MIL-53(Fe) derived magnetic CuFe₂O₄/Fe₂O₃ composite for catalytic oxidation of sulfamethoxazole via peroxymonsulfate activation

Design of metal–organic framework (MOF) derived metal oxides is an effective approach for environmental remediation. The current study describes the fabrication of MIL-53-derived perforated CuFe₂O₄/Fe₂O₃ using a facile, one-step, post-thermal solid-state approach by varying Cu/Fe ratios. Herein, the release of CO₂ and H₂O during the thermal treatment facilitates the incorporation of Cu²⁺ onto the Fe₂O₃ structure, forming a perforated hollow CuFe₂O₄/Fe₂O₃ composite via an in-situ ion-exchange mechanism. The optimised catalyst CF-0.5 displays a high degradation efficiency for the removal of sulfamethoxazole (SMX) by heterogeneous activation of peroxymonsulfate (PMS), ascribing to the better textural, morphological, and elemental properties of the novel catalyst. Important reaction parameters such as pH, catalyst loading, PMS dosage, pollutant kind and concentration, and reaction temperature are further optimised to develop a cost-effective catalytic system.

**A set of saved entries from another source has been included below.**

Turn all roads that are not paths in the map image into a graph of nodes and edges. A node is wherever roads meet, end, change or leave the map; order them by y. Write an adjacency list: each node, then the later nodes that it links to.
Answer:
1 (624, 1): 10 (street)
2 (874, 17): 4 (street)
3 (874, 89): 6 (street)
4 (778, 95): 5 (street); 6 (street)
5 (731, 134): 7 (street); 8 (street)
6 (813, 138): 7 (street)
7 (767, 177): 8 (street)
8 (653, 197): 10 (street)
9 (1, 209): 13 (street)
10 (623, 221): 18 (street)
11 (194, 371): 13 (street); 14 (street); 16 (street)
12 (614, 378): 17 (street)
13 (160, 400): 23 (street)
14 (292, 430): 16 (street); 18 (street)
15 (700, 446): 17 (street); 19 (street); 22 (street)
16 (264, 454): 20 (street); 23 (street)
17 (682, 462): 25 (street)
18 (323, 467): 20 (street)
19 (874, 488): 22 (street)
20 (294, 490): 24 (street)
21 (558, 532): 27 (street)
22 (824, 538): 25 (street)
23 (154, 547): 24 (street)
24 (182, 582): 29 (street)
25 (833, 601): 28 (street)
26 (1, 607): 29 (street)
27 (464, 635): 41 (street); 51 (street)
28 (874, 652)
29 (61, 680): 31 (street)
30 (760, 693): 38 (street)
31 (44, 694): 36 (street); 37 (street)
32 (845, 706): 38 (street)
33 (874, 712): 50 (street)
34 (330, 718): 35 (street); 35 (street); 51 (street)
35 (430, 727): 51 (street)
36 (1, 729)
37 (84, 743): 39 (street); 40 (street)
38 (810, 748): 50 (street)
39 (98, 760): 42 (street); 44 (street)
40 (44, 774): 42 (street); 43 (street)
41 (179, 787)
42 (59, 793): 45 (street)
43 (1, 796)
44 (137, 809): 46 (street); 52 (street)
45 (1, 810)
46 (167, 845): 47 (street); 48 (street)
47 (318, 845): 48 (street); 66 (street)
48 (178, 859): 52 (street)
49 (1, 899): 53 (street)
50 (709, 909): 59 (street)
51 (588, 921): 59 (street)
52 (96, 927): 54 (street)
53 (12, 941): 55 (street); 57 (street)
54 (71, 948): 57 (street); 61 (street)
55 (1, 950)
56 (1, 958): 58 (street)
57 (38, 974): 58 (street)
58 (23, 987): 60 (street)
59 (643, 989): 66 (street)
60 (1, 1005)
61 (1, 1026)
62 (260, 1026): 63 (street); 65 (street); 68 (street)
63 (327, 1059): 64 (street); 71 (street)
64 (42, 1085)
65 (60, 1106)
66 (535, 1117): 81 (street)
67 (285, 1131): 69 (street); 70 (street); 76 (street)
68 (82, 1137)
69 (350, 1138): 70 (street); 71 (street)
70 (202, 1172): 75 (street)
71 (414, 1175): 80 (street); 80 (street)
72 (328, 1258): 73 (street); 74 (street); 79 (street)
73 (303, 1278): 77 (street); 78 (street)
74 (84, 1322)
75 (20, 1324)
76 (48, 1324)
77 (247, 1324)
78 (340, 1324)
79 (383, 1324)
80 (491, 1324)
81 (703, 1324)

The magnetically recoverable catalyst outlines a high stability rate, and only a 9 % efficiency loss is observed even after the fourth cycle. Reactive oxygen species (ROS) are identified by electron paramagnetic resonance spectroscopy (EPR) and their roles are determined by performing quenching experiments. In the end, a detailed study of the mineralisation ability and reaction intermediates is performed and possible pathways for the degradation mechanism are proposed. This study not only introduces a facile approach for the fabrication of MOF-driven nanomaterials but provides insights into the removal of emerging contaminants such as SMX.